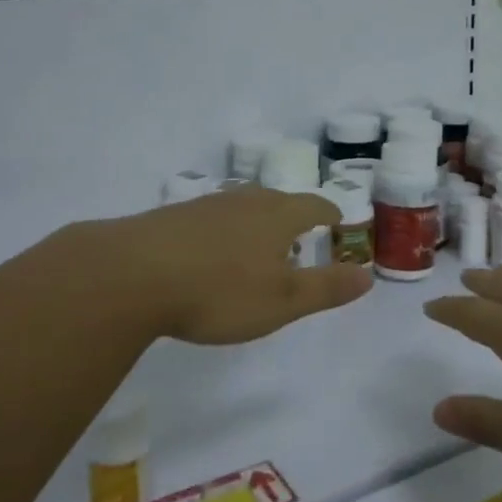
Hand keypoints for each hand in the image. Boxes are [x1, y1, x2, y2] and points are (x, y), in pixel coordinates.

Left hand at [71, 185, 372, 345]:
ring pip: (242, 206)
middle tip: (300, 235)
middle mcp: (245, 202)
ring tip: (258, 244)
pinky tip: (211, 251)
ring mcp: (206, 206)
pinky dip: (223, 231)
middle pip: (278, 200)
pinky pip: (211, 218)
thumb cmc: (219, 291)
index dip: (329, 213)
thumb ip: (326, 288)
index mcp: (277, 217)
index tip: (337, 221)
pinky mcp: (173, 217)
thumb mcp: (282, 301)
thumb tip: (368, 275)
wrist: (133, 274)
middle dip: (293, 215)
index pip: (313, 206)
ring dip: (257, 221)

=-=-=

**Task goal:**
An exact copy of each entry is required, minus the pictures.

**Exercise answer:**
Hand keypoints for each hand in the image. Boxes are [x1, y1, x2, y2] and points are (x, y), in pixel coordinates.

Left hand at [71, 185, 372, 345]:
ring pip: (242, 206)
middle tip: (300, 235)
middle mcp: (245, 202)
ring tip: (258, 244)
pinky tip: (211, 251)
ring mcp: (206, 206)
pinky dip: (223, 231)
middle pip: (278, 200)
pinky pip: (211, 218)
thumb cmc: (219, 291)
index dip: (329, 213)
thumb ip: (326, 288)
index mcp: (277, 217)
index tip: (337, 221)
pinky mcp: (173, 217)
thumb mcp: (282, 301)
thumb tip: (368, 275)
wrist: (133, 274)
middle dip: (293, 215)
index pip: (313, 206)
ring dip: (257, 221)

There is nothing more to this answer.